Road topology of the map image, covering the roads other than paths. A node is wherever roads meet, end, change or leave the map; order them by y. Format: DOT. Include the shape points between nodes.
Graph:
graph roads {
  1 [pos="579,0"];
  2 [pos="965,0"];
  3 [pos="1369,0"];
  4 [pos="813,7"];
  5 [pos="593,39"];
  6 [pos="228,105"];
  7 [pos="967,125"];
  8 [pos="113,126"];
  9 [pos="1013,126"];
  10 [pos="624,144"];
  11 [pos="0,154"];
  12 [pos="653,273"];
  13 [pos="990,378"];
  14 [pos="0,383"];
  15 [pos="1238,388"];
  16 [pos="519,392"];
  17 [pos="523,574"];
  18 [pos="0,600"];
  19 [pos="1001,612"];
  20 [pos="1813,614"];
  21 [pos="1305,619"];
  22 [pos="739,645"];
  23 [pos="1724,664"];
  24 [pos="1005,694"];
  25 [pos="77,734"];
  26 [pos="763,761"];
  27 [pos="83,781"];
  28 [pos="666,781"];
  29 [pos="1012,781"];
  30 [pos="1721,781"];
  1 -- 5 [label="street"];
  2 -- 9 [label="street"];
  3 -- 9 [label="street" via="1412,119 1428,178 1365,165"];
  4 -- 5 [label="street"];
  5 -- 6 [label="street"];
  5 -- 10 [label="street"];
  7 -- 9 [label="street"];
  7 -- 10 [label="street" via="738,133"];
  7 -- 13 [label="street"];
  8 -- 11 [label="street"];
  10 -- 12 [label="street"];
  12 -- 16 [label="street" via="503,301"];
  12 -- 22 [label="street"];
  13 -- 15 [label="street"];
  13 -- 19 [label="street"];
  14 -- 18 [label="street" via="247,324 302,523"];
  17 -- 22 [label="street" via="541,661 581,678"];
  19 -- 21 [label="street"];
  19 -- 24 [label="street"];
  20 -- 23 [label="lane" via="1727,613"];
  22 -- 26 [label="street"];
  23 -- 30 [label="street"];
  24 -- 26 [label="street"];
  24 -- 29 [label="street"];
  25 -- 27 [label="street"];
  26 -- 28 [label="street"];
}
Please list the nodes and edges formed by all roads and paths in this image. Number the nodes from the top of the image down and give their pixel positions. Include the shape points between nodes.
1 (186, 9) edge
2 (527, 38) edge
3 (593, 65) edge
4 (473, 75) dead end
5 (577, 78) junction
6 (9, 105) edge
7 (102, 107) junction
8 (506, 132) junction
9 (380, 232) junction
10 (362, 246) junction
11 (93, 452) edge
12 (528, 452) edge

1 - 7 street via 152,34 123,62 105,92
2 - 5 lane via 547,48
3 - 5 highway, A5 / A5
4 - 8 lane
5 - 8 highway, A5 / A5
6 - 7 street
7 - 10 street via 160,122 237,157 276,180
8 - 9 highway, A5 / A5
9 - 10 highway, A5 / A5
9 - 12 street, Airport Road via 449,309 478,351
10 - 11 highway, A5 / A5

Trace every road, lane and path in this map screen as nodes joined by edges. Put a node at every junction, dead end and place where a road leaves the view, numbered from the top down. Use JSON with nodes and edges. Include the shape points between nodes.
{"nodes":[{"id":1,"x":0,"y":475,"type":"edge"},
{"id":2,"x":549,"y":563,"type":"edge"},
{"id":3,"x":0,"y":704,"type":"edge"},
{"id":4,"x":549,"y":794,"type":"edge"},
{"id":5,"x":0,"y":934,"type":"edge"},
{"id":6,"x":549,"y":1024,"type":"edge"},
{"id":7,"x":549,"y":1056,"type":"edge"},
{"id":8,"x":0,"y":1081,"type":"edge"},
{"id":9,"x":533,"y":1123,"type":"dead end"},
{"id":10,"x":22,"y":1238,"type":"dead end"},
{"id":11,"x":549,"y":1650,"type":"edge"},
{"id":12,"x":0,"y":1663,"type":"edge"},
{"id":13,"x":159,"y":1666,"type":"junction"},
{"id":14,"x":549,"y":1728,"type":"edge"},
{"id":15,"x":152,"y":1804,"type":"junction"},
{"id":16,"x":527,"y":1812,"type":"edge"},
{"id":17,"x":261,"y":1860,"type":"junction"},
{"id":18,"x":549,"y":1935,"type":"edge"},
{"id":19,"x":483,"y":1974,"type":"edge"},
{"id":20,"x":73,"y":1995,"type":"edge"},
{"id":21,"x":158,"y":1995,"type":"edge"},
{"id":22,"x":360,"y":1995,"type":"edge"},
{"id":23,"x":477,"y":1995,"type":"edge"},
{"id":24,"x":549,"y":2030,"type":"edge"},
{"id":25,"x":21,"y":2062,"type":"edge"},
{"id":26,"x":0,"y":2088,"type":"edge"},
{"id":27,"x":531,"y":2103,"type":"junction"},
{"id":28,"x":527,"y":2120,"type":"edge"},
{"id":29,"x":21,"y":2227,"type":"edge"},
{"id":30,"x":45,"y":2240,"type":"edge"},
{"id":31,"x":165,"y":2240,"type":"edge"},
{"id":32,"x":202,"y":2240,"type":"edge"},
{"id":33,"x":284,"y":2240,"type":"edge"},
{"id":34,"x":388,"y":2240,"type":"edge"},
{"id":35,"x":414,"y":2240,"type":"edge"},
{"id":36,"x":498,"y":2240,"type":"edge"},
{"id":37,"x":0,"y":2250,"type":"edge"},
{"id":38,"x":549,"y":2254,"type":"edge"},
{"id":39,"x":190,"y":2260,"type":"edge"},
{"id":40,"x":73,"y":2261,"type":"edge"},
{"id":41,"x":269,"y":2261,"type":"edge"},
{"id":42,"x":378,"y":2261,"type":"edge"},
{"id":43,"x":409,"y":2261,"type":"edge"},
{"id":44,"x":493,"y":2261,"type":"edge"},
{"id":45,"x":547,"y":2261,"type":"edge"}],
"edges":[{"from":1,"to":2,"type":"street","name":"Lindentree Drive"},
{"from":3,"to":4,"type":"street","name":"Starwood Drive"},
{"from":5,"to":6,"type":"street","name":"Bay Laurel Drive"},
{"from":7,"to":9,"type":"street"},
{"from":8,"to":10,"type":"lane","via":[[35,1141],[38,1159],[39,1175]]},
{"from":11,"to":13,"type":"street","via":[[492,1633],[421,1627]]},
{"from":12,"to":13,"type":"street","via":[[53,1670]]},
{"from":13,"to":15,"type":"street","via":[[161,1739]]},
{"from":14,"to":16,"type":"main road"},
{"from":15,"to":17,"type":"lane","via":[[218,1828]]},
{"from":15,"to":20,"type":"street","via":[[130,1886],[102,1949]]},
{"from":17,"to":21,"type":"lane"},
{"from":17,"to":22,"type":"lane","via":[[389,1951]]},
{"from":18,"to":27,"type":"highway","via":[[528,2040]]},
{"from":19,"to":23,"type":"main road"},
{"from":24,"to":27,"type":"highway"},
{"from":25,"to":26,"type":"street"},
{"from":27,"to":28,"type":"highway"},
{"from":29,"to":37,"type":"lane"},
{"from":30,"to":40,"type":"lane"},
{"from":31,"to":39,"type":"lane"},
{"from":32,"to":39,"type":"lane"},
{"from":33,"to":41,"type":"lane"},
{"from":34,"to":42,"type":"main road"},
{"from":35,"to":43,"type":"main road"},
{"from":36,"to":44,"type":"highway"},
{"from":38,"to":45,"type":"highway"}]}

....

Required work: Pull out all lines from the entries above in which the word "Include" appears.

Exercise output:
Road topology of the map image, covering the roads other than paths. A node is wherever roads meet, end, change or leave the map; order them by y. Format: DOT. Include the shape points between nodes.
Please list the nodes and edges formed by all roads and paths in this image. Number the nodes from the top of the image down and give their pixel positions. Include the shape points between nodes.
Trace every road, lane and path in this map screen as nodes joined by edges. Put a node at every junction, dead end and place where a road leaves the view, numbered from the top down. Use JSON with nodes and edges. Include the shape points between nodes.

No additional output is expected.